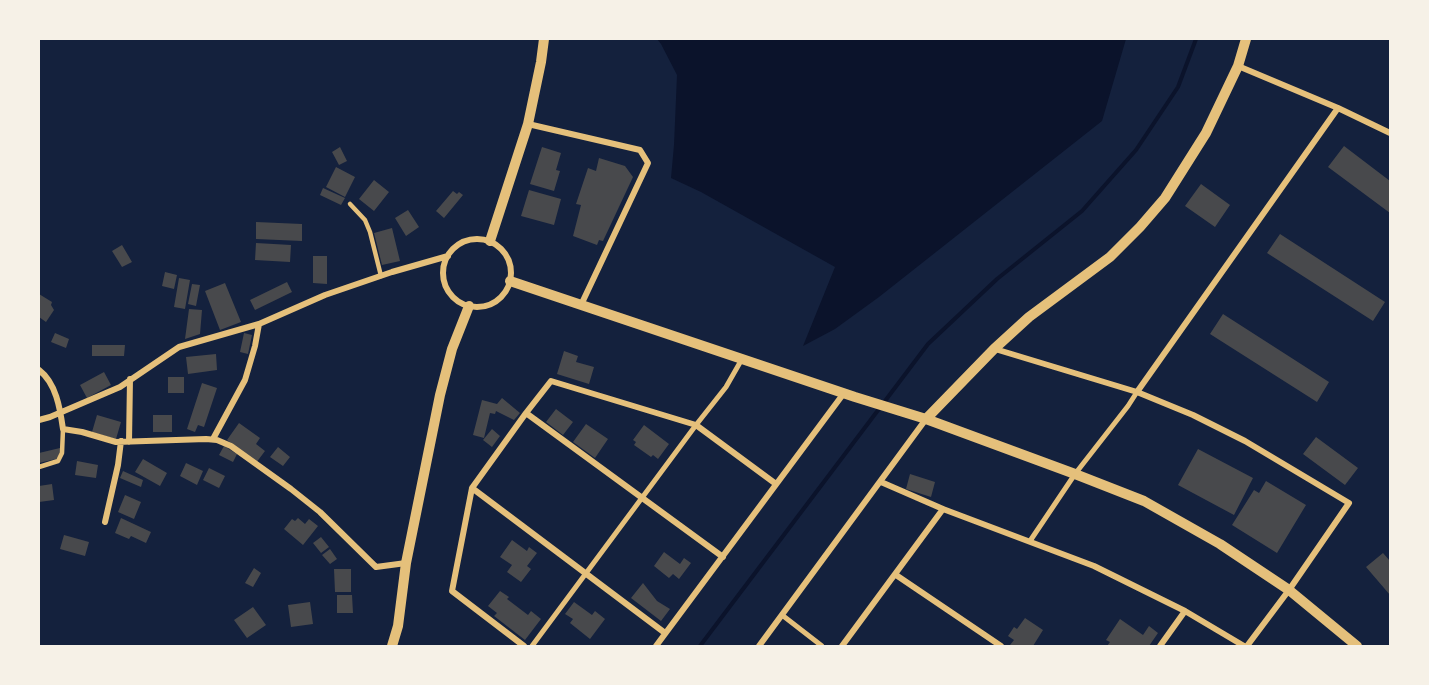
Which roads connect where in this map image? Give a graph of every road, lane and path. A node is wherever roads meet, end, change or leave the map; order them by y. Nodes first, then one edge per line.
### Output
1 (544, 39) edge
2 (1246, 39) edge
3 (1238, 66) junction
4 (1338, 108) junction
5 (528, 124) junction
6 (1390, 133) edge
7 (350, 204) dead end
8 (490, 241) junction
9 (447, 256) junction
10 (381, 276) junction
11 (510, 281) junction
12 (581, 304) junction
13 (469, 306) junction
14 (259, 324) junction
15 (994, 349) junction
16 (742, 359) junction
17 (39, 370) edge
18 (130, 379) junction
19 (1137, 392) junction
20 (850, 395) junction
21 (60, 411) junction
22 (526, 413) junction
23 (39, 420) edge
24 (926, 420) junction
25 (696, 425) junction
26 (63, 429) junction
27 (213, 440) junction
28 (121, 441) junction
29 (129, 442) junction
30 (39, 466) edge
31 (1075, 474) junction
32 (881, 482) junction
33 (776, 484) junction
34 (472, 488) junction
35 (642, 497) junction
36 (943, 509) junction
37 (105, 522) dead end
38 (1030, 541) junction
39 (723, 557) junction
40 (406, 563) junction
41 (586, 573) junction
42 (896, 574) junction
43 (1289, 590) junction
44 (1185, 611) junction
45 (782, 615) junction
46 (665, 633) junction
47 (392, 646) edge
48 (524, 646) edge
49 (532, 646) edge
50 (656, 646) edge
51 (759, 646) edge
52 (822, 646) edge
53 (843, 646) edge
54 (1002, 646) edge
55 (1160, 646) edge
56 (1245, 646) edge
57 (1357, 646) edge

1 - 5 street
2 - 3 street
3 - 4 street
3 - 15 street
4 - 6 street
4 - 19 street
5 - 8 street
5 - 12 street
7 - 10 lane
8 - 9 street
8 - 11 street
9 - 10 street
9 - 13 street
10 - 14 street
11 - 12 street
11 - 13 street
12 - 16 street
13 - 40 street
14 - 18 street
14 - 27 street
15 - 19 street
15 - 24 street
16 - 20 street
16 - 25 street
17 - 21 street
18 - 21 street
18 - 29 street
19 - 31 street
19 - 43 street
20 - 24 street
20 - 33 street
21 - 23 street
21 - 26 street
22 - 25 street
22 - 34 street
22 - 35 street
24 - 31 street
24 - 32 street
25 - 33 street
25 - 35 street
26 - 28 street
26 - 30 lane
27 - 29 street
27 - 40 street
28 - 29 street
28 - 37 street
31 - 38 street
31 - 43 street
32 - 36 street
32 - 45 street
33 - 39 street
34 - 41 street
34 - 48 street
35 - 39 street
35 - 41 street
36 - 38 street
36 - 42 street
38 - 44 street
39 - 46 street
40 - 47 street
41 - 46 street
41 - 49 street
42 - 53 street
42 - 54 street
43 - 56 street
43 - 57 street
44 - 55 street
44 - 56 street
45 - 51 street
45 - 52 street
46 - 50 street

┄┄┄┄┄┄

Exactly as written, set down each line of the records, leaving out the pictures.

» **ANSWER TO THIS EXERCISE**:
Which roads connect where in this map image? Give a graph of every road, lane and path. A node is wherever roads meet, end, change or leave the map; order them by y. Nodes first, then one edge per line.
### Output
1 (544, 39) edge
2 (1246, 39) edge
3 (1238, 66) junction
4 (1338, 108) junction
5 (528, 124) junction
6 (1390, 133) edge
7 (350, 204) dead end
8 (490, 241) junction
9 (447, 256) junction
10 (381, 276) junction
11 (510, 281) junction
12 (581, 304) junction
13 (469, 306) junction
14 (259, 324) junction
15 (994, 349) junction
16 (742, 359) junction
17 (39, 370) edge
18 (130, 379) junction
19 (1137, 392) junction
20 (850, 395) junction
21 (60, 411) junction
22 (526, 413) junction
23 (39, 420) edge
24 (926, 420) junction
25 (696, 425) junction
26 (63, 429) junction
27 (213, 440) junction
28 (121, 441) junction
29 (129, 442) junction
30 (39, 466) edge
31 (1075, 474) junction
32 (881, 482) junction
33 (776, 484) junction
34 (472, 488) junction
35 (642, 497) junction
36 (943, 509) junction
37 (105, 522) dead end
38 (1030, 541) junction
39 (723, 557) junction
40 (406, 563) junction
41 (586, 573) junction
42 (896, 574) junction
43 (1289, 590) junction
44 (1185, 611) junction
45 (782, 615) junction
46 (665, 633) junction
47 (392, 646) edge
48 (524, 646) edge
49 (532, 646) edge
50 (656, 646) edge
51 (759, 646) edge
52 (822, 646) edge
53 (843, 646) edge
54 (1002, 646) edge
55 (1160, 646) edge
56 (1245, 646) edge
57 (1357, 646) edge

1 - 5 street
2 - 3 street
3 - 4 street
3 - 15 street
4 - 6 street
4 - 19 street
5 - 8 street
5 - 12 street
7 - 10 lane
8 - 9 street
8 - 11 street
9 - 10 street
9 - 13 street
10 - 14 street
11 - 12 street
11 - 13 street
12 - 16 street
13 - 40 street
14 - 18 street
14 - 27 street
15 - 19 street
15 - 24 street
16 - 20 street
16 - 25 street
17 - 21 street
18 - 21 street
18 - 29 street
19 - 31 street
19 - 43 street
20 - 24 street
20 - 33 street
21 - 23 street
21 - 26 street
22 - 25 street
22 - 34 street
22 - 35 street
24 - 31 street
24 - 32 street
25 - 33 street
25 - 35 street
26 - 28 street
26 - 30 lane
27 - 29 street
27 - 40 street
28 - 29 street
28 - 37 street
31 - 38 street
31 - 43 street
32 - 36 street
32 - 45 street
33 - 39 street
34 - 41 street
34 - 48 street
35 - 39 street
35 - 41 street
36 - 38 street
36 - 42 street
38 - 44 street
39 - 46 street
40 - 47 street
41 - 46 street
41 - 49 street
42 - 53 street
42 - 54 street
43 - 56 street
43 - 57 street
44 - 55 street
44 - 56 street
45 - 51 street
45 - 52 street
46 - 50 street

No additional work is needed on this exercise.